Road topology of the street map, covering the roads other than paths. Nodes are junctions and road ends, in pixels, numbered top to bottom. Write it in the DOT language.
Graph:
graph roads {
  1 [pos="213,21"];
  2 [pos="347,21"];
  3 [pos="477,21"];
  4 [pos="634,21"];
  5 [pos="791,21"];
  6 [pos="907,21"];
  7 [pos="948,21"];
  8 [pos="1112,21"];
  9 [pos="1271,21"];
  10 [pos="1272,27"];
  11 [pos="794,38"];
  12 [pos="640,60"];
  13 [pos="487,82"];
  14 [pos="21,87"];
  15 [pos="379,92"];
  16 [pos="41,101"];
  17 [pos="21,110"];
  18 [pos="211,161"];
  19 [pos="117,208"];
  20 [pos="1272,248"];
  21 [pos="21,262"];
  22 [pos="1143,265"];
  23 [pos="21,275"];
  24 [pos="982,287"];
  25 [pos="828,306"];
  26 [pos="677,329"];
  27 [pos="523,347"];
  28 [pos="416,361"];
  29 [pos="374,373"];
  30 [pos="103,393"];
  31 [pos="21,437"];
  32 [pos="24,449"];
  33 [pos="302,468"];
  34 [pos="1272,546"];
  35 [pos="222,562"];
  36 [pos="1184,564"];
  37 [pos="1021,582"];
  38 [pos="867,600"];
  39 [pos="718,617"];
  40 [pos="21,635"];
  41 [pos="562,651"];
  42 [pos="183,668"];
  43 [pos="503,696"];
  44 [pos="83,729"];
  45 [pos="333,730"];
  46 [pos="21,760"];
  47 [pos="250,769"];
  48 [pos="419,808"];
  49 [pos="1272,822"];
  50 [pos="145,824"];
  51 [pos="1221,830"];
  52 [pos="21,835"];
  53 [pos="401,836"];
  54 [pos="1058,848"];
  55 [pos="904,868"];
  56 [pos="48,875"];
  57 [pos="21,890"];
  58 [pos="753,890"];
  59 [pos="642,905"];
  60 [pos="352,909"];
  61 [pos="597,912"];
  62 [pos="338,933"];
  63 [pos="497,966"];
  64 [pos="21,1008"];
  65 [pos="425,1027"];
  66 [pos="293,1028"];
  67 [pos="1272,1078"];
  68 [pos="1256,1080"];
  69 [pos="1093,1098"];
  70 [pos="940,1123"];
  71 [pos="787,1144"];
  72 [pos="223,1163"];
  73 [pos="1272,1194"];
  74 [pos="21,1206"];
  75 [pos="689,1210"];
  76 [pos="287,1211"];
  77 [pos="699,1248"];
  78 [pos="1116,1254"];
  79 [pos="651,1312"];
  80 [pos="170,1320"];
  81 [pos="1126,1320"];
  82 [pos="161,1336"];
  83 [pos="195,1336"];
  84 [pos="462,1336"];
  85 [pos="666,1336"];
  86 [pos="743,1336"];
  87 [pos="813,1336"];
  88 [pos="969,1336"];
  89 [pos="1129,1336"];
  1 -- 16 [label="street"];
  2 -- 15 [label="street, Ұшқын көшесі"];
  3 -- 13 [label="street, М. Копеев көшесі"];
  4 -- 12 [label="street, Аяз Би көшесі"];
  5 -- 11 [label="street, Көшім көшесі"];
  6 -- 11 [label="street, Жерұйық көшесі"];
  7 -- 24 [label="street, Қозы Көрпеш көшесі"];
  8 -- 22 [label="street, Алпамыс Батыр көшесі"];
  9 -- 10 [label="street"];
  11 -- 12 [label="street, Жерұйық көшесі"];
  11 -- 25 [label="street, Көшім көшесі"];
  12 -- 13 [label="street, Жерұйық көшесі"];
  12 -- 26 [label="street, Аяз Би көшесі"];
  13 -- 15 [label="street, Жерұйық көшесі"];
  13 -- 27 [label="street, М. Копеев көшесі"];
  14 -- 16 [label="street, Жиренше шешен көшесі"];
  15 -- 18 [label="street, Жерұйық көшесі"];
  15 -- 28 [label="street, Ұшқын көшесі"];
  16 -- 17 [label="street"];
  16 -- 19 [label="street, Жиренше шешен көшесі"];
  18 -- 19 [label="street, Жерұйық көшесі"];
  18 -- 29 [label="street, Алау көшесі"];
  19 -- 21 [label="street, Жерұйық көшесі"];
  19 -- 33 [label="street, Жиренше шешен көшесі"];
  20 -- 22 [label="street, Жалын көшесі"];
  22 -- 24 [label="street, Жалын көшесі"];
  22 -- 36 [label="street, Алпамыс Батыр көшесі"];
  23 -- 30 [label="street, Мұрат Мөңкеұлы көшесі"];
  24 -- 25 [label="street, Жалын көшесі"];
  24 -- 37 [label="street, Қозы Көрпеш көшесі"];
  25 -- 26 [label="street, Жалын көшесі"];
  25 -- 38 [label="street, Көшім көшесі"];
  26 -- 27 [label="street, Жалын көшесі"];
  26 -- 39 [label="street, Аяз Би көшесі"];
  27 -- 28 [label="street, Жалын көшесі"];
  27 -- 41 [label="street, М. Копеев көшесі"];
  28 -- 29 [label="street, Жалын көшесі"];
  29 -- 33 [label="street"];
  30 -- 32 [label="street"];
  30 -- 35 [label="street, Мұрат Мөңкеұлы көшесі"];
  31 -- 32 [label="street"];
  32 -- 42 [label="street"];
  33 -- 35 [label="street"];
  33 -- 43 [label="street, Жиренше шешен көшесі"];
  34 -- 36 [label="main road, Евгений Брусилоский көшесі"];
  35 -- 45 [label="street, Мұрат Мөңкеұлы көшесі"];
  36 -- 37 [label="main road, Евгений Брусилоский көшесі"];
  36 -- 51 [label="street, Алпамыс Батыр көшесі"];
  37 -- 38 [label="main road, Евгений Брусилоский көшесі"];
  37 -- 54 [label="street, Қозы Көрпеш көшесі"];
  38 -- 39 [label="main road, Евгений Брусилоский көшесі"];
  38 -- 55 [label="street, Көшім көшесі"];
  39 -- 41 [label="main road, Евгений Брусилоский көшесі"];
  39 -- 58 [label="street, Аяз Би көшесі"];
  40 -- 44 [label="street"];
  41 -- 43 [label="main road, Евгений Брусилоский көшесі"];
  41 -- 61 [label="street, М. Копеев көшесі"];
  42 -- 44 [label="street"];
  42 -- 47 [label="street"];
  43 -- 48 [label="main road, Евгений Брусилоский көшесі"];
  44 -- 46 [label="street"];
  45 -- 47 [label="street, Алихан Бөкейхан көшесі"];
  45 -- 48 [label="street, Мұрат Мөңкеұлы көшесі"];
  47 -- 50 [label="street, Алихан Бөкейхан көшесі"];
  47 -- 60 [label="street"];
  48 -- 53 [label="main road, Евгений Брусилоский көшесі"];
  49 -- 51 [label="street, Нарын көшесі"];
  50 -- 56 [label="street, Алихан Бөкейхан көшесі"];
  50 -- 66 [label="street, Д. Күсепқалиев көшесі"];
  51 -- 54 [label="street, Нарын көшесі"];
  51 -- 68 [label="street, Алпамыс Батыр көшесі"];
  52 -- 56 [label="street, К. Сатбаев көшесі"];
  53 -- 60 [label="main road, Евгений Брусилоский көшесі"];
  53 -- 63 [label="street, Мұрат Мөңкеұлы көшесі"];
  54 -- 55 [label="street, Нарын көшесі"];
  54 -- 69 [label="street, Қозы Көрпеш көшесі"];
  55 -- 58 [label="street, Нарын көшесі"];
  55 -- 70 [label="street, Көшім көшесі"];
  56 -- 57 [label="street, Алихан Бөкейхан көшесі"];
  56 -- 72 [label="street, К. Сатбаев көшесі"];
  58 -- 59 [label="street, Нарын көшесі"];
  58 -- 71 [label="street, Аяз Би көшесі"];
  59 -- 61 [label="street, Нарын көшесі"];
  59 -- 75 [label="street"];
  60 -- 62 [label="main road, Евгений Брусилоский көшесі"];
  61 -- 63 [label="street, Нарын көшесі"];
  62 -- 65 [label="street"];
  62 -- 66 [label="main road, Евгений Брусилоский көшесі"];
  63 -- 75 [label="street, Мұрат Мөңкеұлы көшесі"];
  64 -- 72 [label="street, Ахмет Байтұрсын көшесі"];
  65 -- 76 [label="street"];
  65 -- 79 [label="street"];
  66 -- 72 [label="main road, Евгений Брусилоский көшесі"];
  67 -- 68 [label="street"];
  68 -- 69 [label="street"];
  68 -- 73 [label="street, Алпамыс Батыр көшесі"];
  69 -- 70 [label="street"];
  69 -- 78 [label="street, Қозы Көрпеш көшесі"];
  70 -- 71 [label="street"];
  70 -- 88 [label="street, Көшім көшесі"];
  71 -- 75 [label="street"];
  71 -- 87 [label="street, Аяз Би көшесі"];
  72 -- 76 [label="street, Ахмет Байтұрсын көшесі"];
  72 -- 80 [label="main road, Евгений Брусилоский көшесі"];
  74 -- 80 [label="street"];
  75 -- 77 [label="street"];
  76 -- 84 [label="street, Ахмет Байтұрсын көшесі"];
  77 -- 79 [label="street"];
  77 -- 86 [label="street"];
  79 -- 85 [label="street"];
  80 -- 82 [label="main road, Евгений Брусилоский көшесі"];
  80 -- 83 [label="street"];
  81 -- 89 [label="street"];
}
......
DIRECTIONS:
Where a line in the records above includes the string "Жиренше", show it.

ANSWER AREA:
  14 -- 16 [label="street, Жиренше шешен көшесі"];
  16 -- 19 [label="street, Жиренше шешен көшесі"];
  19 -- 33 [label="street, Жиренше шешен көшесі"];
  33 -- 43 [label="street, Жиренше шешен көшесі"];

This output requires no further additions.